A recente produção da Netflix A Filha Perdida lançou uma luz sobre esse tipo de reação às mães que vivem separadas de seus filhos. O filme, baseado no romance homônimo da escritora italiana Elena Ferrante, concentra-se na atriz britânica Olivia Colman no papel de uma mãe que deixa seus filhos com o marido por três anos para buscar seus objetivos profissionais. Ela e outras pessoas consideram que sua decisão é egoísta, mas o mesmo não acontece no filme com um pai (interpretado pelo ator norte-americano Ed Harris), que também deixou seus filhos, aparentemente sem muito julgamento.
Embora, na vida real, pais de todos os gêneros venham abandonando seus filhos há séculos, existem episódios que indicam que a quantidade de mães que tomam essa decisão pode estar aumentando.

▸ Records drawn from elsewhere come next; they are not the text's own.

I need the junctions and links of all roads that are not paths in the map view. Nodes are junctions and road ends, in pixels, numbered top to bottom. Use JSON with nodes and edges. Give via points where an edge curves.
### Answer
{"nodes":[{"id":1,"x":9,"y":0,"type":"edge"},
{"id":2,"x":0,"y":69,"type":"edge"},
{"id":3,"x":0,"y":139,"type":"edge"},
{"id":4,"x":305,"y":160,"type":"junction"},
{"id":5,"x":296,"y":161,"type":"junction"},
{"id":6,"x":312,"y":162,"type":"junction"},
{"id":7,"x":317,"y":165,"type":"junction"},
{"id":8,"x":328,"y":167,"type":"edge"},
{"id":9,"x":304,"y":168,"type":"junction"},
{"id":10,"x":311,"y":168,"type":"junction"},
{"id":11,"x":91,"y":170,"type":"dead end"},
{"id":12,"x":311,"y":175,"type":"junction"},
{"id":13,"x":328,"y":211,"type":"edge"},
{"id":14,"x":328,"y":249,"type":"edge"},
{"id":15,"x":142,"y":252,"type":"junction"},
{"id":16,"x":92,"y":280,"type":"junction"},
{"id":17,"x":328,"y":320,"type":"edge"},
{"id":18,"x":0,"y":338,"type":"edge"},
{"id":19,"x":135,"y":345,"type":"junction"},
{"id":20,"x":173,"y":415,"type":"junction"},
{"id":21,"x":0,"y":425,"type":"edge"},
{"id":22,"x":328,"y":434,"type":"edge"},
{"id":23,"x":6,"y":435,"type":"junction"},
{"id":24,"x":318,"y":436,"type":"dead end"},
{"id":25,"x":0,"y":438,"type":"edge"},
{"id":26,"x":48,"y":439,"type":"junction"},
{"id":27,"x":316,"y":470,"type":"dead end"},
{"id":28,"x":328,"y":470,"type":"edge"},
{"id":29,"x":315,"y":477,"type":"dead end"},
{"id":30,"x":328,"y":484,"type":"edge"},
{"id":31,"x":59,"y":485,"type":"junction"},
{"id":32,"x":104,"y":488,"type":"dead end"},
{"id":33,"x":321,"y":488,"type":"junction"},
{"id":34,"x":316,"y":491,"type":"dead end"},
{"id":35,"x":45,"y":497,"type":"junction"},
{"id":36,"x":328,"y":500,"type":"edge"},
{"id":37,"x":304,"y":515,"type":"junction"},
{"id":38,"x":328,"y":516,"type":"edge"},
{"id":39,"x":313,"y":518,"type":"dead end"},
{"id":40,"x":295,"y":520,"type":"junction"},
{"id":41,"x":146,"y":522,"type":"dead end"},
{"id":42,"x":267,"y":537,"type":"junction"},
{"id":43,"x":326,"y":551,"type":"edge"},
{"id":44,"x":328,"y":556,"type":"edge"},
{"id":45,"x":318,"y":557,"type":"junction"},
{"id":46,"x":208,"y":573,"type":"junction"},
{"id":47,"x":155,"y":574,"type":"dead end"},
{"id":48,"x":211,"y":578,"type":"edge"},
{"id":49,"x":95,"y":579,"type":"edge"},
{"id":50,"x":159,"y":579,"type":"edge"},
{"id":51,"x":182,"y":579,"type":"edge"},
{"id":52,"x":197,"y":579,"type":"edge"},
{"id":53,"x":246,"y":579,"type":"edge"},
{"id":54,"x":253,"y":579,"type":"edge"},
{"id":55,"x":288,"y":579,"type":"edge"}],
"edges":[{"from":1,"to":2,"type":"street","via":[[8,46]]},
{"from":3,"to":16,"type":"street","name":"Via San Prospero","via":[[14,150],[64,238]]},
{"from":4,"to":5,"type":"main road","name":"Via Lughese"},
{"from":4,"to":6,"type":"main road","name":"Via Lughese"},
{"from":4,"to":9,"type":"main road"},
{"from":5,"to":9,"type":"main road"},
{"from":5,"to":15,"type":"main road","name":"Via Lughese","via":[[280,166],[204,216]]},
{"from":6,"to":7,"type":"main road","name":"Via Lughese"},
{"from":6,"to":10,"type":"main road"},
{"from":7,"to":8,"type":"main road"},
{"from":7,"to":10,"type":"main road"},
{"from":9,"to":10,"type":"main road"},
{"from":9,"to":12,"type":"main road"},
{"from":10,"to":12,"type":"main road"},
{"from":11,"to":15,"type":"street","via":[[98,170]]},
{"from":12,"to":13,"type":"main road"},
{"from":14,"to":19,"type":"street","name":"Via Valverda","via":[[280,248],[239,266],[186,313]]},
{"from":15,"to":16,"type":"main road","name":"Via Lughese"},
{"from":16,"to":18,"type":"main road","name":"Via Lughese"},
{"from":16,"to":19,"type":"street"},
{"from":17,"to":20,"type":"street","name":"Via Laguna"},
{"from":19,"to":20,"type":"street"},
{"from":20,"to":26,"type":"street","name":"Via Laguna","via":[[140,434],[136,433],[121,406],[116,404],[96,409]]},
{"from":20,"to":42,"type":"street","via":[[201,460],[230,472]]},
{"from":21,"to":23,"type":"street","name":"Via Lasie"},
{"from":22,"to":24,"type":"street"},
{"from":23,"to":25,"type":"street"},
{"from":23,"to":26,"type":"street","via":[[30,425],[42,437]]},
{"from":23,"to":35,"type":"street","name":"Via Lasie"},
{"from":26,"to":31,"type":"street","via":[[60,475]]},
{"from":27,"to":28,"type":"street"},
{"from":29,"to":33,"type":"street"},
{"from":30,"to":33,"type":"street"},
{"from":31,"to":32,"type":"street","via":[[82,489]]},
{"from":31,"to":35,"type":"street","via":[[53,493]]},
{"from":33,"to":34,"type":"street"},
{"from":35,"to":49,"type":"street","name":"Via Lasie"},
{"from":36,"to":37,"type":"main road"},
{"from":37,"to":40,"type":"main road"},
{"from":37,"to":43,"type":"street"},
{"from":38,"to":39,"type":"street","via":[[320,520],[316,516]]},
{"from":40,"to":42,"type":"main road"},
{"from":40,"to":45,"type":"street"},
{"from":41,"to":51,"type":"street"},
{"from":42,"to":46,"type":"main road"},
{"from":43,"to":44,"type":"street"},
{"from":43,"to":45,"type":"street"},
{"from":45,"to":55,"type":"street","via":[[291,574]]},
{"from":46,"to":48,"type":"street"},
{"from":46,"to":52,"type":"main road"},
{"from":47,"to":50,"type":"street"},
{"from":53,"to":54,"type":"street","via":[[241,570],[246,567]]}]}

Melissa afirma que a quantidade de pessoas que participam do grupo de apoio online que ela administra está na casa das centenas e em crescimento constante. E terapeutas como Reennee Singh, porta-voz do Conselho de Psicoterapia do Reino Unido (UKCP, na sigla em inglês), afirma que eles vêm notando "leve aumento" da quantidade de mães decidindo abrir mão de viver com seus filhos.
Dados do Reino Unido e dos EUA também indicam aumento da proporção de lares com apenas um dos pais, mas as informações não diferenciam as famílias onde as crianças ainda passam parte significativa do tempo com suas mães ou não - ou como foram decididos os esquemas de criação dos filhos.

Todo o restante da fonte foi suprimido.